Constantin Poenaru (April 8, 1842-1912) was a Romanian general.

Born in Bucharest, Poenaru attended the local officers’ school from 1859 to 1861, followed by the École supérieure de guerre in Paris. A second lieutenant from 1861, he rose to captain in 1867 and to major in 1872, and commanded the military engineers’ battalion from 1872 to 1877. When the Romanian War of Independence broke out in 1877, he saw action during the Siege of Plevna. Gheorghe Șonțu and Valter Mărăcineanu were under his command.
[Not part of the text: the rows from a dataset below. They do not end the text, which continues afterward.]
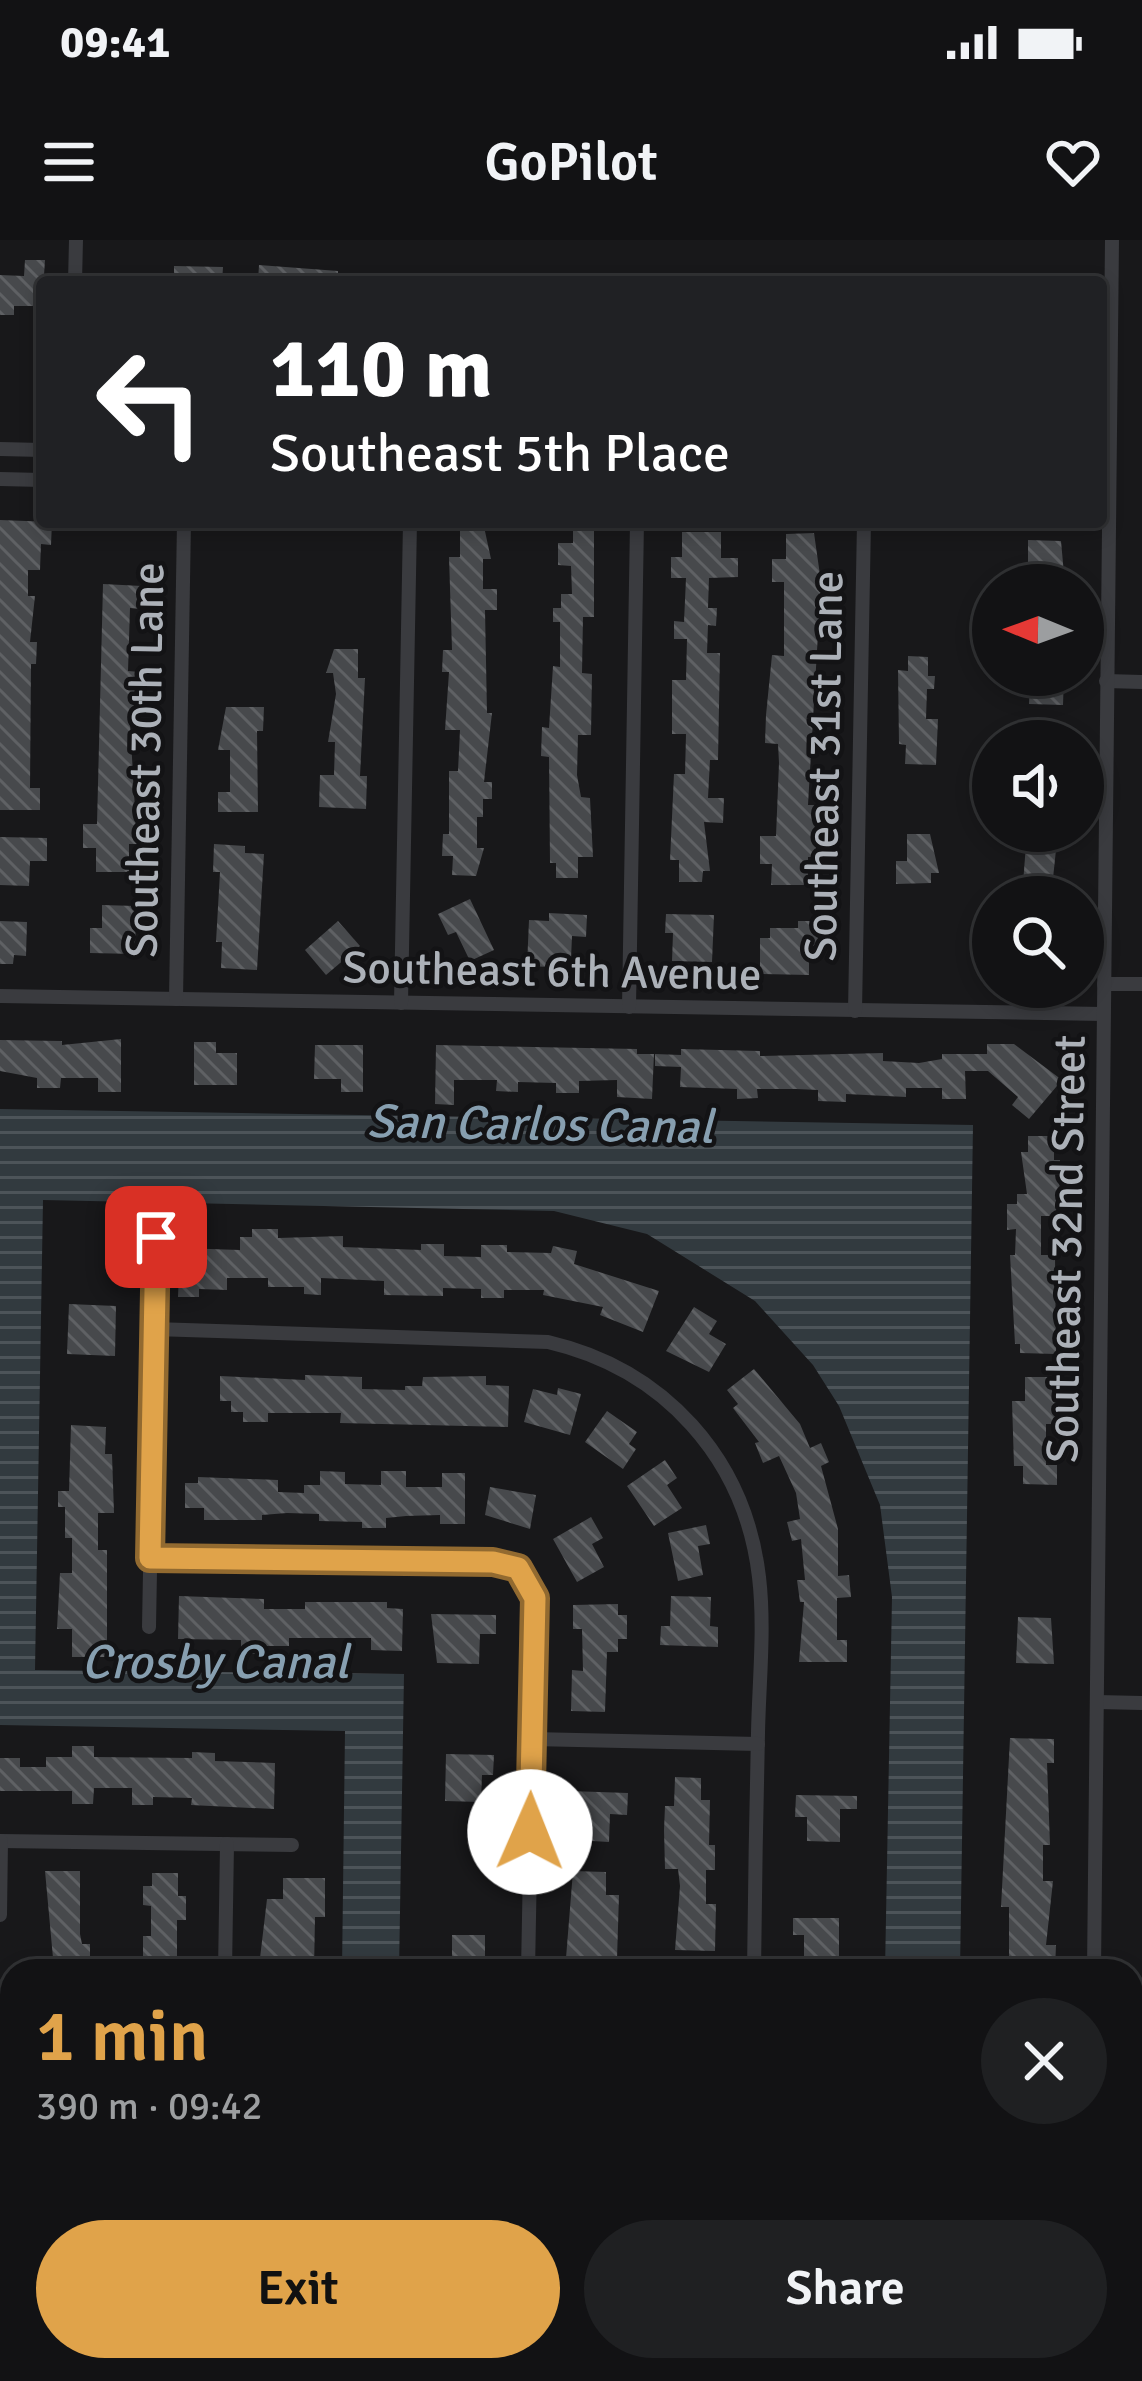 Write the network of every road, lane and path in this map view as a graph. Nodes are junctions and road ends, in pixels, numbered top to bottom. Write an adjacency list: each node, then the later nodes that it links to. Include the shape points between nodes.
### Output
1 (76, 240): 3 (street)
2 (1112, 240): 4 (street, Southeast 32nd Street)
3 (75, 276)
4 (1107, 404)
5 (0, 449): 6 (street)
6 (36, 450)
7 (0, 479): 8 (street)
8 (36, 480)
9 (184, 528): 19 (street, Southeast 30th Lane)
10 (410, 528): 20 (street)
11 (637, 528): 21 (street)
12 (864, 528): 23 (street, Southeast 31st Lane)
13 (1105, 528): 14 (street, Southeast 32nd Street)
14 (1106, 681): 15 (street); 16 (street, Southeast 32nd Street)
15 (1142, 682)
16 (1104, 984): 17 (street)
17 (1142, 984)
18 (0, 996): 19 (street, Southeast 6th Avenue)
19 (176, 999): 20 (street, Southeast 6th Avenue)
20 (401, 1003): 21 (street, Southeast 6th Avenue)
21 (629, 1007): 23 (street, Southeast 6th Avenue)
22 (1103, 1008): 24 (street, Southeast 32nd Street)
23 (855, 1011): 24 (street, Southeast 6th Avenue)
24 (1103, 1014): 29 (street, Southeast 32nd Street)
25 (156, 1237): 26 (street)
26 (154, 1329): 27 (street); 32 (street, via 529,1338 604,1360 675,1405 720,1459 755,1545)
27 (150, 1558): 28 (street); 31 (street, via 493,1562 525,1574 535,1598)
28 (148, 1627)
29 (1097, 1702): 30 (street); 40 (street, Southeast 32nd Street)
30 (1142, 1702)
31 (532, 1739): 32 (street); 38 (street)
32 (758, 1744): 39 (street)
33 (1, 1841): 34 (street); 36 (street)
34 (227, 1844): 35 (street); 37 (street)
35 (292, 1845)
36 (0, 1916)
37 (225, 1959)
38 (528, 1959)
39 (754, 1959)
40 (1094, 1959)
In 1880, Poenaru was promoted to lieutenant colonel, and he became inspector of military engineers. In 1882, he was made commander of the first engineers’ regiment in the Romanian Army. In 1884, he was placed in charge of the officers’ school. Promoted to colonel in 1886 and to brigadier general in 1891, he headed an army corps from 1896. He taught strategy both at the officers’ academy and at the Higher War School. In June 1894 he became War Minister, serving until October 1895. Together with Iacob Lahovary, Chief of the Romanian General Staff, he pursued institutional reform, modernizing the army's structure and cementing the special status of the general staff.

From 1898 to 1901, Poenaru, from 1900 a division general, himself served as General Staff Chief, with Lahovary as War Minister. The two continued to collaborate, with Poenaru focused on updating mobilization plans and battle regulations. He also drew up plans for an eventual occupation of Austro-Hungarian ruled Transylvania, foreseeing a vigorous offensive from multiple directions. Finally, in the interests of monitoring the border with Austria-Hungary, he detached infantry battalions to the mountain passes of the Carpathians.

Poenaru was awarded the Order of the Crown, commander, grand officer and grand cross; the Order of the Star of Romania, officer and grand officer; the Order of the Cross of Takovo; and the Order of Saint Anna.